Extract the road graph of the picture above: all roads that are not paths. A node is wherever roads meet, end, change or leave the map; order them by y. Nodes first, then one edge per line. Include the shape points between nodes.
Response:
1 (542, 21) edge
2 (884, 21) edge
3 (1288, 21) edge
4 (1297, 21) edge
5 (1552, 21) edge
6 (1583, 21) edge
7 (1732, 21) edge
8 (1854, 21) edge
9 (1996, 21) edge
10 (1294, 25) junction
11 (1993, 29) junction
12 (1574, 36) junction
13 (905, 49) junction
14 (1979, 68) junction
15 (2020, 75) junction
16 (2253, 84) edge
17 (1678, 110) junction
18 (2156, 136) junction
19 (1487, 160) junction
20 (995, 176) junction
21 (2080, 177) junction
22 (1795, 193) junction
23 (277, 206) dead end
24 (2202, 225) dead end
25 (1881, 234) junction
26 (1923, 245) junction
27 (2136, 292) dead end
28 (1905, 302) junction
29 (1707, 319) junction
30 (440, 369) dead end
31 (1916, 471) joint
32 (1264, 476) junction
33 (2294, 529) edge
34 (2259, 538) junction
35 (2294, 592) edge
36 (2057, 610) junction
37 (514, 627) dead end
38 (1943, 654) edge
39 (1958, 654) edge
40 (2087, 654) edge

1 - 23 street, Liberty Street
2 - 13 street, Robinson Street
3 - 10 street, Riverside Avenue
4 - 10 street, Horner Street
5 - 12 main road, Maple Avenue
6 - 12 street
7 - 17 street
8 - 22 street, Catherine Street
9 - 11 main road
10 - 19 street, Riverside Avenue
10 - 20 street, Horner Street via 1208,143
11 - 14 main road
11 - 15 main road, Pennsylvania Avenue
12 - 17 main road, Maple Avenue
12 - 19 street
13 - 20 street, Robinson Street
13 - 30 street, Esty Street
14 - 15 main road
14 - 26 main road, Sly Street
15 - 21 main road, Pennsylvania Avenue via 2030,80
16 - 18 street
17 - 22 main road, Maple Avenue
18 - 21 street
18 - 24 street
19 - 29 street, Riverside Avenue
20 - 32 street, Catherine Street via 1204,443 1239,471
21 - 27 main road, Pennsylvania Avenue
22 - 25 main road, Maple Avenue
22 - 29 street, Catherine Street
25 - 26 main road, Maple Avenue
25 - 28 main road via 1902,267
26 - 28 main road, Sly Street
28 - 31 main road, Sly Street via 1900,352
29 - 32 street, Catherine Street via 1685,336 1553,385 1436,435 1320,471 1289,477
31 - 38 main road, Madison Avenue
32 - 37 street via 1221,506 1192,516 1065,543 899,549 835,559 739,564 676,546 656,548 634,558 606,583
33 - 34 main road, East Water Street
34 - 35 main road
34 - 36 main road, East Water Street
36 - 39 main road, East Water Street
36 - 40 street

________

For each line of the listing that holds the word "East", show that line.

33 - 34 main road, East Water Street
34 - 36 main road, East Water Street
36 - 39 main road, East Water Street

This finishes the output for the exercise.